Summary The critical and subcritical multiphase flow through wellhead restrictions of a prolific oil field in the Middle East is investigated, and two sets of new correlations are presented. The first set of correlations is developed by using 40 field tests representing critical flow conditions. The second set of correlations is based on 139 field tests representing subcritical flow conditions of gas/liquid mixtures through wellhead chokes. For the critical multiphase flow condition, the predicted oil flow rates by the new set of correlations are in excellent agreement with the measured ones. The absolute average percent difference (AAPD) is between 1.88 and 4.37, and the corresponding standard of deviation (SD) is between 2.52 and 6.52. These results are found to be statistically superior to those predicted by other published correlations considered in this work.

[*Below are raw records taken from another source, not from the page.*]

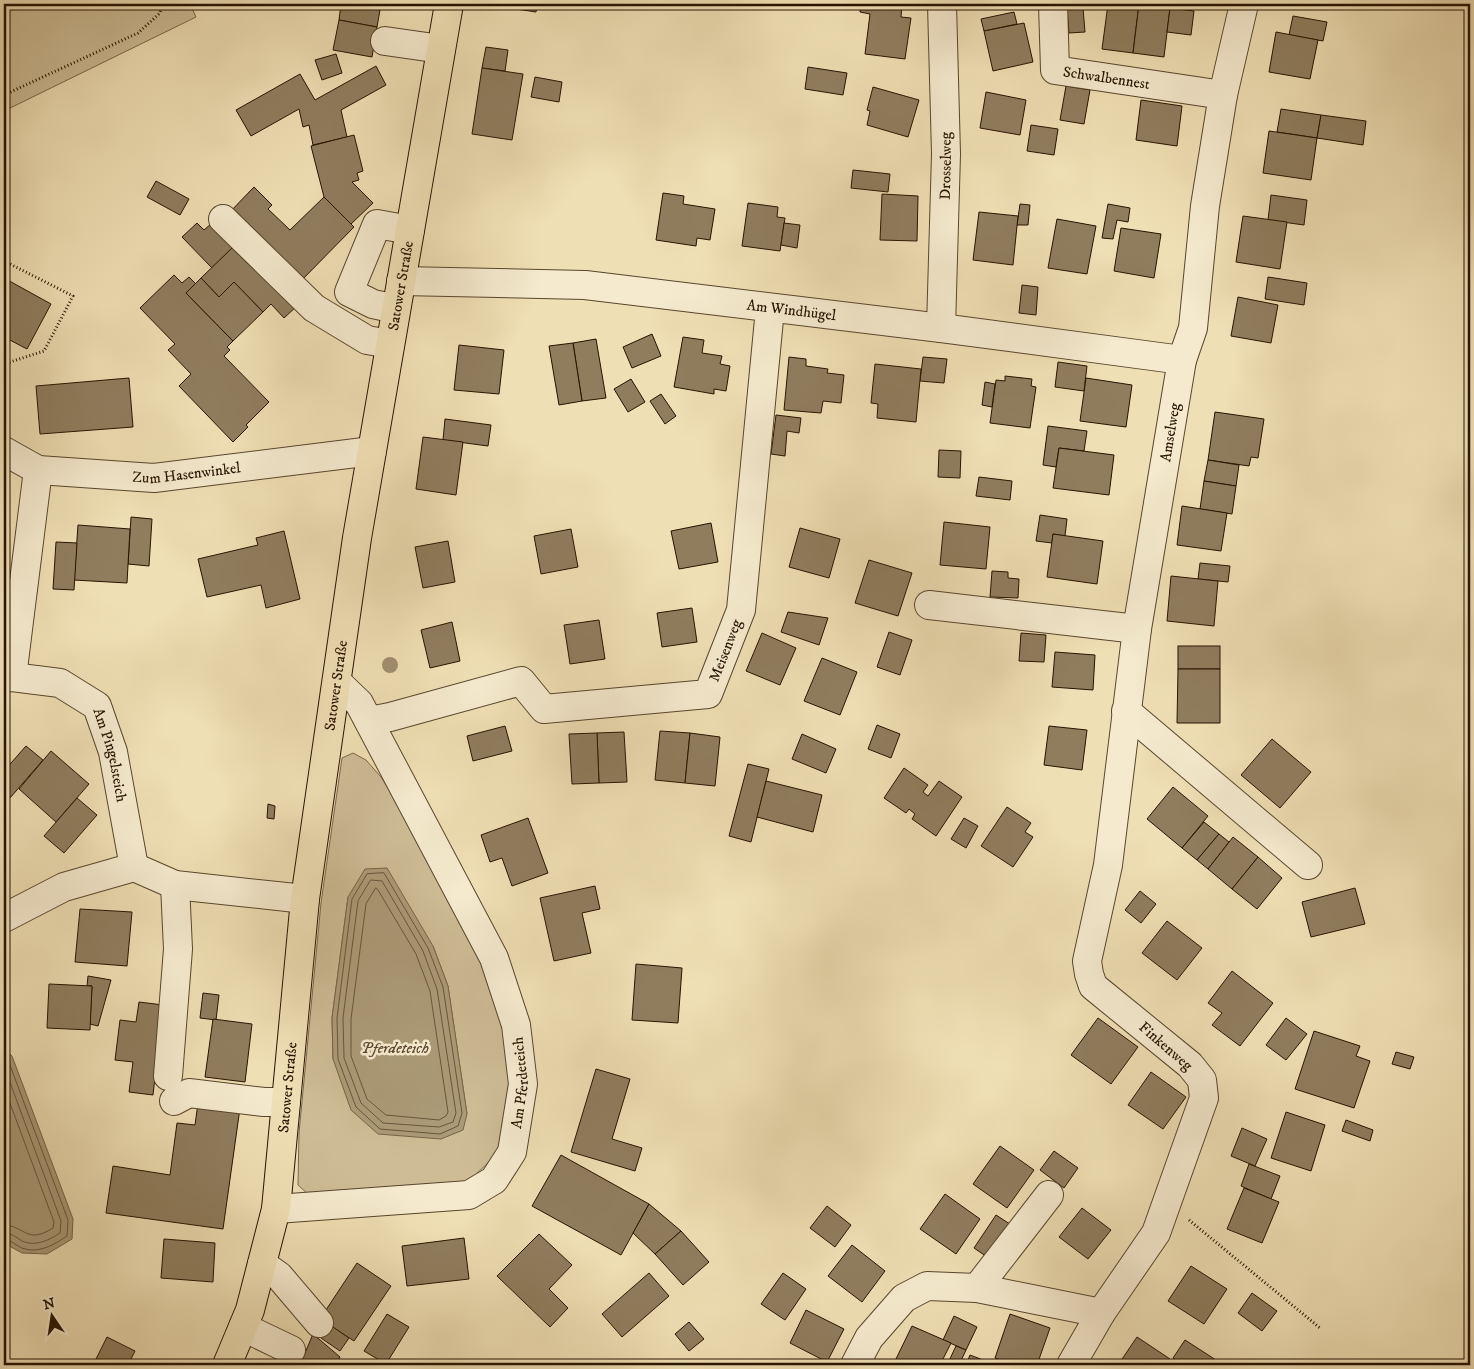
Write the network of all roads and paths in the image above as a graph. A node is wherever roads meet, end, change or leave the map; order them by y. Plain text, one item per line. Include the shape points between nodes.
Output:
1 (162, 4) edge
2 (449, 4) edge
3 (942, 4) edge
4 (1053, 4) edge
5 (1244, 4) edge
6 (385, 41) dead end
7 (441, 49) junction
8 (4, 95) edge
9 (1223, 96) junction
10 (223, 219) dead end
11 (410, 230) junction
12 (4, 261) edge
13 (401, 282) junction
14 (396, 309) junction
15 (770, 309) junction
16 (941, 328) junction
17 (390, 344) junction
18 (1182, 360) junction
19 (4, 364) edge
20 (4, 451) edge
21 (372, 451) junction
22 (38, 470) junction
23 (928, 605) dead end
24 (1137, 629) junction
25 (8, 678) edge
26 (337, 682) junction
27 (1126, 710) junction
28 (369, 721) junction
29 (1308, 864) dead end
30 (1108, 865) joint
31 (134, 867) junction
32 (175, 885) junction
33 (305, 899) junction
34 (4, 918) edge
35 (286, 1102) junction
36 (1049, 1195) dead end
37 (1167, 1202) junction
38 (276, 1209) junction
39 (262, 1264) junction
40 (977, 1288) junction
41 (1101, 1314) junction
42 (319, 1323) dead end
43 (243, 1327) junction
44 (1320, 1328) dead end
45 (292, 1350) dead end
46 (226, 1365) edge
47 (855, 1365) edge
48 (1071, 1365) edge

1 - 8 path via 160,13 138,33
2 - 7 main road, Satower Straße
3 - 16 street, Drosselweg via 946,154
4 - 9 street, Schwalbennest via 1055,70
5 - 9 street, Amselweg
6 - 7 street
7 - 11 main road, Satower Straße
9 - 18 street, Amselweg via 1205,206 1193,328
10 - 17 street via 314,308 367,340
11 - 13 main road, Satower Straße
11 - 14 street via 377,224 349,292 373,304
12 - 19 path via 73,296 44,351
13 - 14 main road, Satower Straße
13 - 15 street, Am Windhügel via 585,286
14 - 17 main road, Satower Straße
15 - 16 street, Am Windhügel
15 - 28 street, Meisenweg via 741,610 708,694 544,709 521,681
16 - 18 street, Am Windhügel
17 - 21 main road, Satower Straße
18 - 24 street, Amselweg
20 - 22 street, Zum Hasenwinkel
21 - 22 street, Zum Hasenwinkel via 154,478
21 - 26 main road, Satower Straße
22 - 25 street, Am Pingelsteich
23 - 24 street
24 - 27 street, Amselweg
25 - 31 street, Am Pingelsteich via 60,683 96,706 113,752
26 - 28 street, Am Pferdeteich via 359,703
26 - 33 main road, Satower Straße
27 - 29 street
27 - 30 street, Amselweg
28 - 38 street, Am Pferdeteich via 494,958 516,1025 524,1084 512,1152 494,1180 469,1195
30 - 37 street, Finkenweg via 1087,961 1093,986 1190,1065 1202,1080 1204,1098
31 - 32 street
31 - 34 street via 64,887
32 - 33 street
32 - 35 street via 178,949 171,1089
33 - 35 main road, Satower Straße
35 - 38 main road, Satower Straße
36 - 40 street
37 - 41 street, Finkenweg via 1156,1233
37 - 44 path
38 - 39 main road, Satower Straße
39 - 42 street via 279,1276
39 - 43 main road, Satower Straße
40 - 41 street
40 - 47 street via 927,1286 904,1298 869,1338
41 - 48 street, Finkenweg
43 - 45 street
43 - 46 main road, Satower Straße

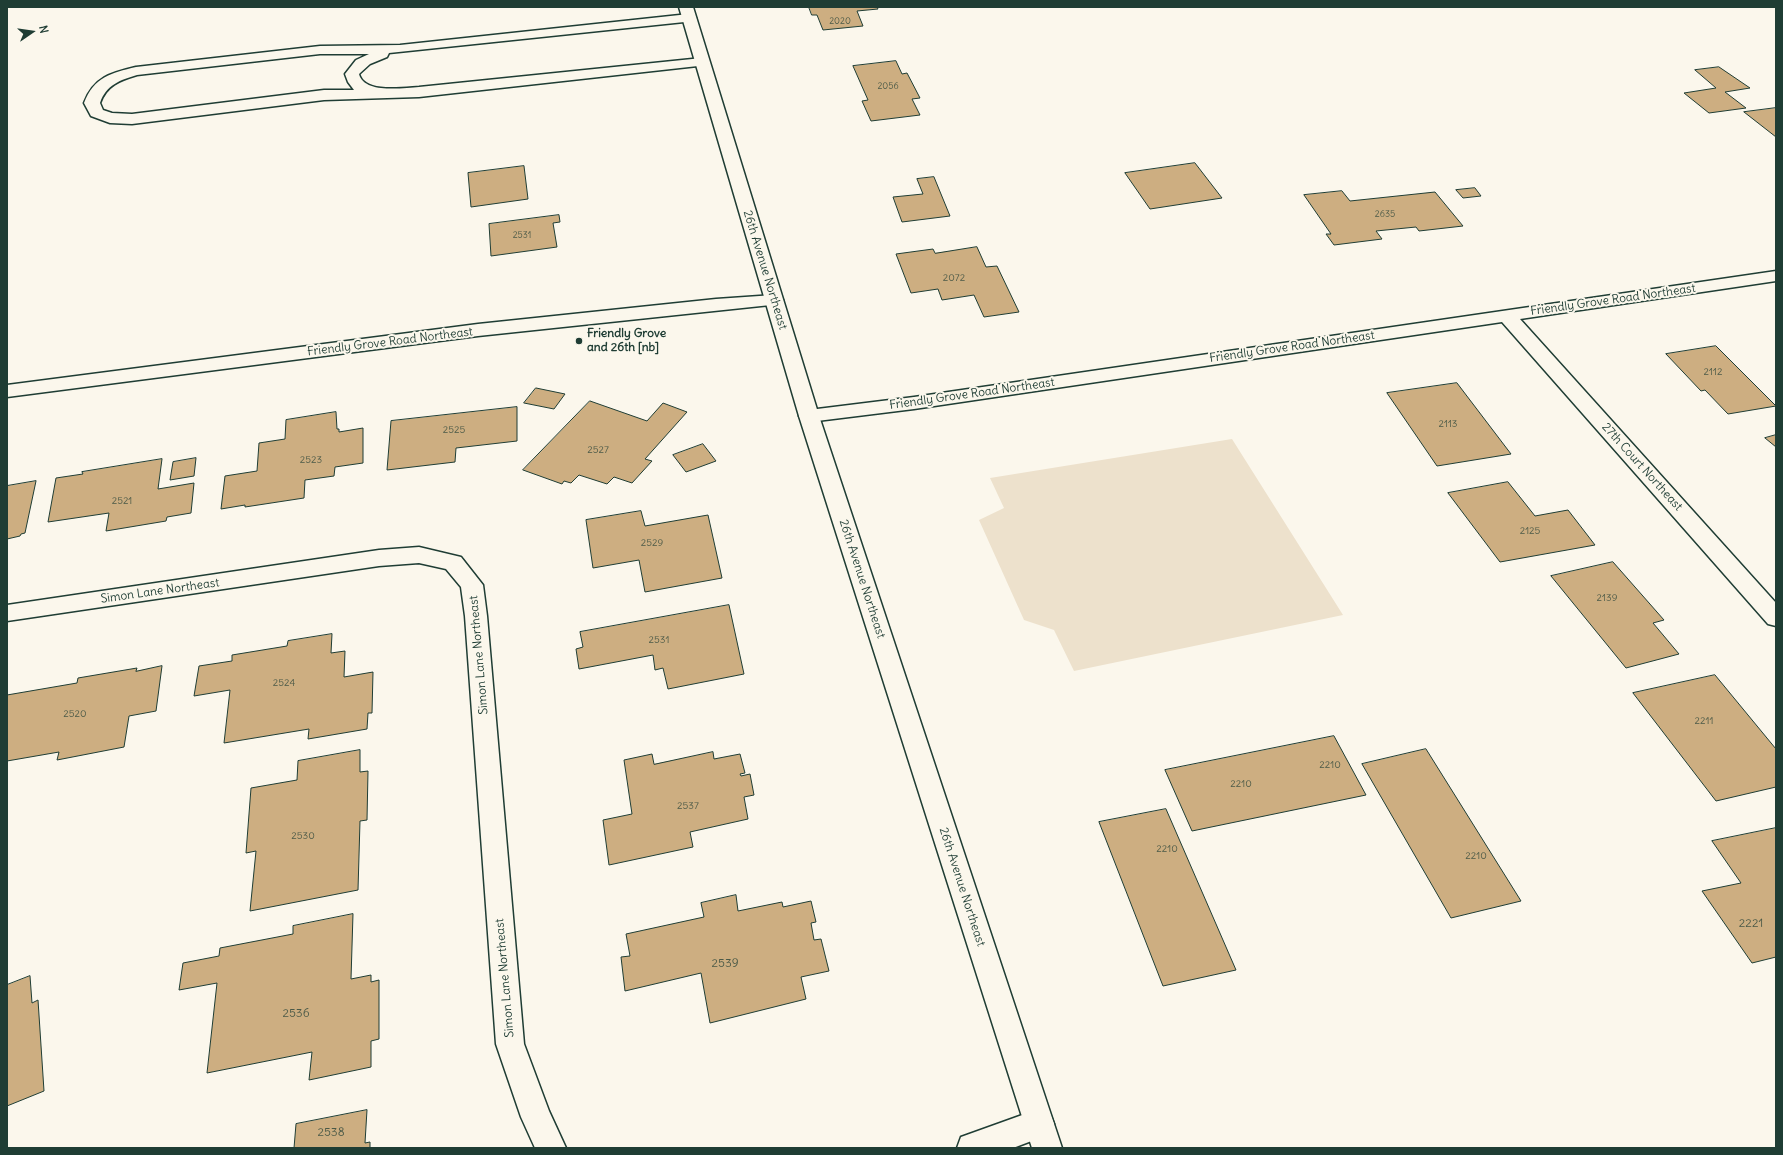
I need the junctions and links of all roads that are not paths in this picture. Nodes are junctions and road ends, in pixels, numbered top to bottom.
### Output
1 (687, 13) edge
2 (400, 49) junction
3 (702, 62) junction
4 (387, 92) junction
5 (1776, 276) edge
6 (774, 300) junction
7 (1507, 316) junction
8 (7, 391) edge
9 (808, 416) junction
10 (7, 613) edge
11 (1776, 618) edge
12 (1043, 1136) edge
13 (551, 1148) edge
14 (972, 1148) edge

1 - 2 street
1 - 3 street, 26th Avenue Northeast
2 - 4 street
2 - 4 street
3 - 4 street
3 - 6 street, 26th Avenue Northeast
5 - 7 street, Friendly Grove Road Northeast
6 - 8 street, Friendly Grove Road Northeast
6 - 9 street, 26th Avenue Northeast
7 - 9 street, Friendly Grove Road Northeast
7 - 11 street, 27th Court Northeast
9 - 12 street, 26th Avenue Northeast
10 - 13 street, Simon Lane Northeast
12 - 14 street

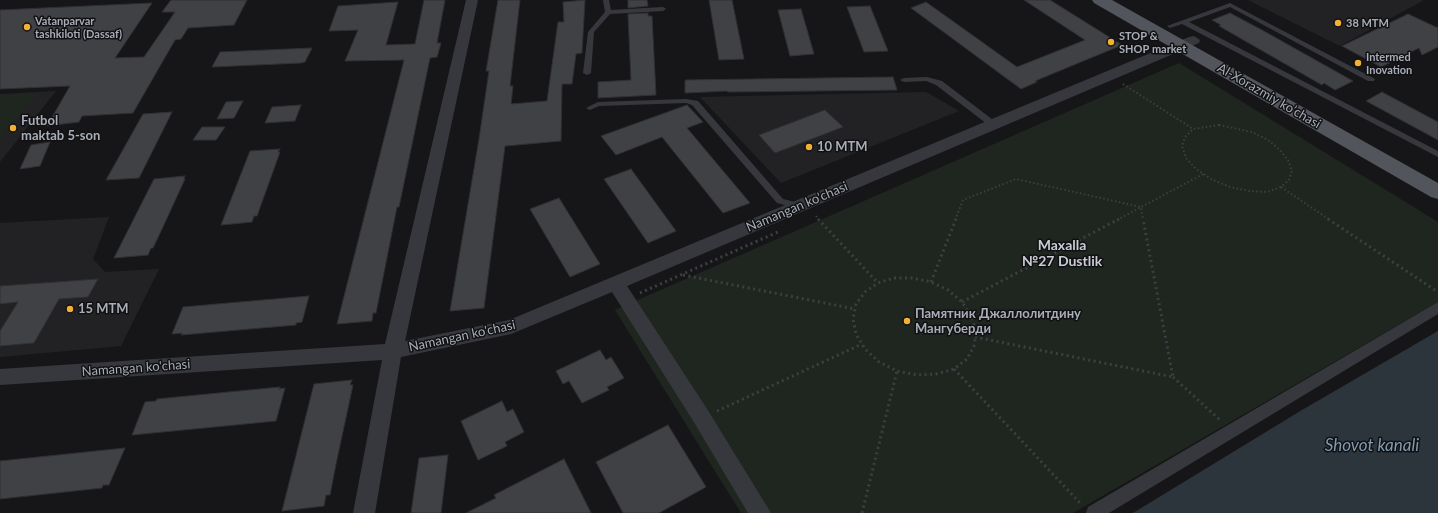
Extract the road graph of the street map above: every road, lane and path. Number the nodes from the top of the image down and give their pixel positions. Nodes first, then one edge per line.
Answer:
1 (472, 0) edge
2 (606, 0) edge
3 (1100, 0) edge
4 (1125, 0) edge
5 (664, 9) dead end
6 (608, 12) junction
7 (1177, 24) junction
8 (1188, 43) junction
9 (587, 73) dead end
10 (1371, 79) dead end
11 (904, 80) dead end
12 (1123, 84) dead end
13 (590, 108) dead end
14 (994, 125) junction
15 (1193, 129) junction
16 (1438, 154) edge
17 (1203, 174) junction
18 (1281, 187) junction
19 (1437, 187) edge
20 (800, 206) junction
21 (1140, 207) junction
22 (816, 216) dead end
23 (682, 274) dead end
24 (931, 282) junction
25 (878, 283) junction
26 (616, 284) junction
27 (1438, 292) edge
28 (962, 302) junction
29 (1438, 307) edge
30 (855, 309) junction
31 (975, 337) junction
32 (862, 344) junction
33 (393, 351) junction
34 (954, 369) junction
35 (897, 371) junction
36 (0, 377) edge
37 (1173, 377) junction
38 (702, 418) junction
39 (1232, 430) junction
40 (1089, 510) edge
41 (364, 513) edge
42 (760, 513) edge
43 (862, 513) edge

1 - 33 street, Namangan ko'chasi
2 - 6 lane
3 - 8 main road, Al-Xorazmiy ko’chasi
4 - 7 main road, Al-Xorazmiy ko’chasi
5 - 6 lane
6 - 9 lane
7 - 8 main road, Al-Xorazmiy ko’chasi
7 - 10 lane
7 - 16 lane
8 - 14 street, Namangan ko'chasi
8 - 19 main road, Al-Xorazmiy ko’chasi
11 - 14 lane
12 - 15 path
13 - 20 lane
14 - 20 street, Namangan ko'chasi
15 - 17 path
15 - 18 path
17 - 18 path
17 - 21 path
18 - 27 path
20 - 26 street, Namangan ko'chasi
21 - 24 path
21 - 28 path
21 - 37 path
22 - 25 path
23 - 30 path
24 - 25 path
24 - 28 path
25 - 30 path
26 - 33 street, Namangan ko'chasi
26 - 38 street
28 - 31 path
29 - 39 street
30 - 32 path
31 - 34 path
31 - 37 path
32 - 35 path
32 - 38 path
33 - 36 street, Namangan ko'chasi
33 - 41 street, Namangan ko'chasi
34 - 35 path
34 - 40 path
35 - 43 path
37 - 39 path
38 - 42 street
39 - 40 street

During the subcritical gas/ liquid flow conditions through surface chokes, the accuracy of oil flow rates predicted by the new set of correlations seems to be sensitive to the type and size of the choke being used. For Cameron LD type and 144/64-in. choke, the oil flow rates predicted by the proposed correlation are superior to those predicted by other methods available in the literature, with AAPD of 8.5. However, for smaller choke sizes of 96/64 and 64/64 in., the oil flow rates predicted by the new correlations and other methods are found to be close to each other. For Cameron F type and 144/64-in. choke size, the oil flow rates predicted by the new correlation are closely matched by those predicted by other published methods, with AAPD of 13.7. For smaller choke sizes of 80/64 and 64/64 in., few field tests are available, and the predications of all methods, including the proposed ones, show similar statistical results. The above findings for Cameron F choke also seem to apply to beaned wellhead assemblies for this particular oil field.